## THE PROBLEM
Copy all the lines of the data that include the word "lane".

---*---

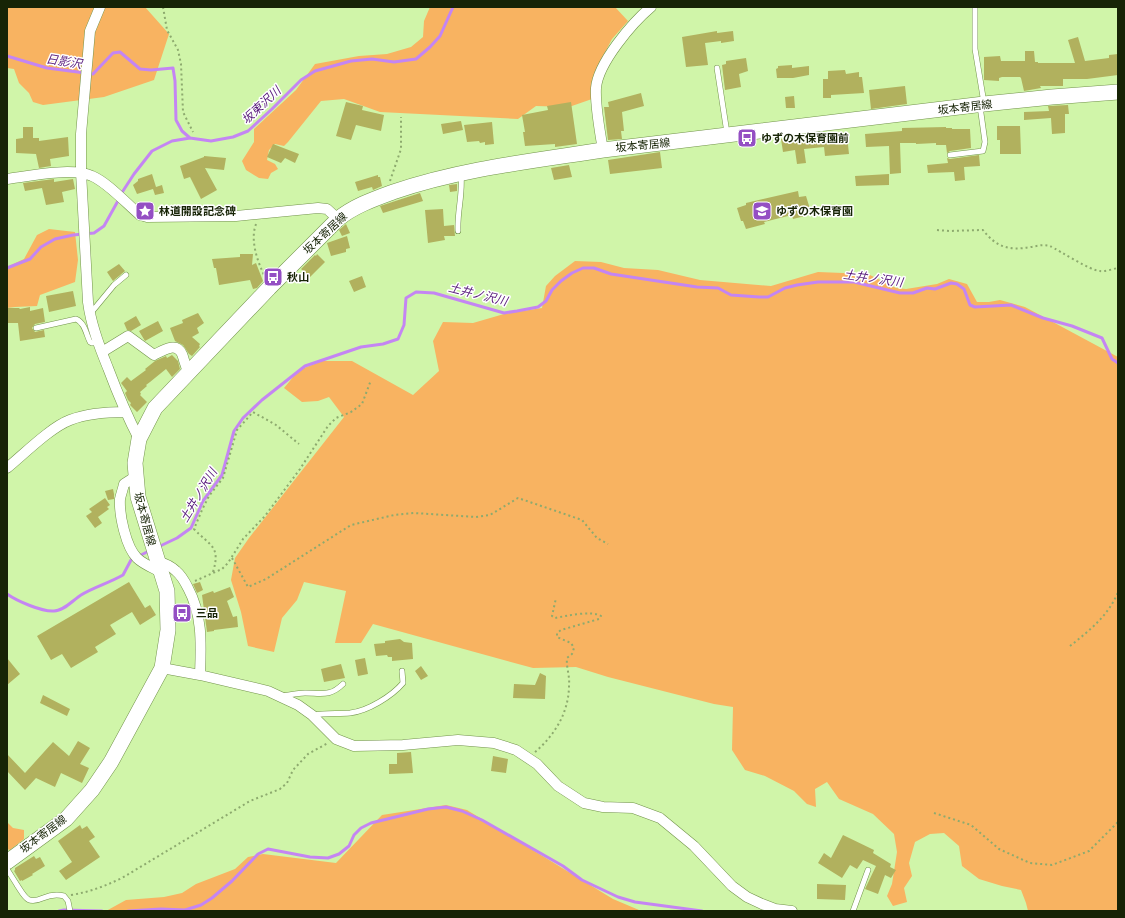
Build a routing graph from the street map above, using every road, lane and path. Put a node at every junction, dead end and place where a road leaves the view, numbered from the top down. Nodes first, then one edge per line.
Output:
1 (100, 7) edge
2 (163, 7) edge
3 (651, 7) edge
4 (975, 7) edge
5 (717, 68) dead end
6 (1118, 92) edge
7 (982, 104) junction
8 (401, 117) dead end
9 (193, 132) dead end
10 (727, 136) junction
11 (602, 150) junction
12 (950, 154) dead end
13 (81, 172) junction
14 (461, 173) junction
15 (7, 179) edge
16 (385, 195) junction
17 (260, 214) junction
18 (338, 219) junction
19 (937, 230) dead end
20 (458, 231) dead end
21 (1118, 268) edge
22 (126, 275) dead end
23 (269, 288) junction
24 (90, 315) junction
25 (36, 328) dead end
26 (98, 342) junction
27 (102, 352) junction
28 (189, 372) junction
29 (371, 380) dead end
30 (125, 412) junction
31 (139, 439) junction
32 (300, 444) dead end
33 (7, 468) edge
34 (135, 477) junction
35 (608, 544) dead end
36 (232, 558) junction
37 (159, 566) junction
38 (213, 573) junction
39 (186, 584) junction
40 (1118, 592) edge
41 (556, 598) dead end
42 (1070, 646) dead end
43 (162, 668) junction
44 (402, 671) dead end
45 (200, 675) junction
46 (343, 684) dead end
47 (280, 696) junction
48 (312, 715) junction
49 (336, 739) junction
50 (528, 758) junction
51 (934, 813) dead end
52 (1118, 822) edge
53 (7, 862) edge
54 (7, 869) edge
55 (868, 870) dead end
56 (64, 896) junction
57 (70, 911) edge
58 (792, 911) edge
59 (853, 911) edge

1 - 13 street
2 - 9 path
3 - 11 street
4 - 7 lane
5 - 10 lane
6 - 7 main road, 坂本寄居線
7 - 10 main road, 坂本寄居線
7 - 12 lane
8 - 16 path
10 - 11 main road, 坂本寄居線
11 - 14 main road, 坂本寄居線
13 - 15 street
13 - 17 street
13 - 24 street
14 - 16 main road, 坂本寄居線
14 - 20 lane
16 - 18 main road, 坂本寄居線
17 - 18 street
17 - 23 path
18 - 23 main road, 坂本寄居線
19 - 21 path
22 - 24 lane
23 - 28 main road, 坂本寄居線
24 - 26 street
25 - 26 lane
26 - 27 street
27 - 28 street
27 - 30 street
28 - 31 main road, 坂本寄居線
29 - 36 path
30 - 31 street
30 - 33 street
31 - 34 main road, 坂本寄居線
32 - 38 path
34 - 37 main road, 坂本寄居線
34 - 37 street
35 - 36 path
36 - 38 path
37 - 39 street
37 - 43 main road, 坂本寄居線
38 - 39 path
39 - 45 street
40 - 42 path
41 - 50 path
43 - 45 street
43 - 53 main road, 坂本寄居線
44 - 48 lane
45 - 47 street
46 - 47 lane
47 - 48 street
48 - 49 street
49 - 50 street
49 - 56 path
50 - 58 street
51 - 52 path
54 - 56 lane
55 - 59 lane
56 - 57 lane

---*---

## FINISHED TASK
Build a routing graph from the street map above, using every road, lane and path. Put a node at every junction, dead end and place where a road leaves the view, numbered from the top down. Nodes first, then one edge per line.
4 - 7 lane
5 - 10 lane
7 - 12 lane
14 - 20 lane
22 - 24 lane
25 - 26 lane
44 - 48 lane
46 - 47 lane
54 - 56 lane
55 - 59 lane
56 - 57 lane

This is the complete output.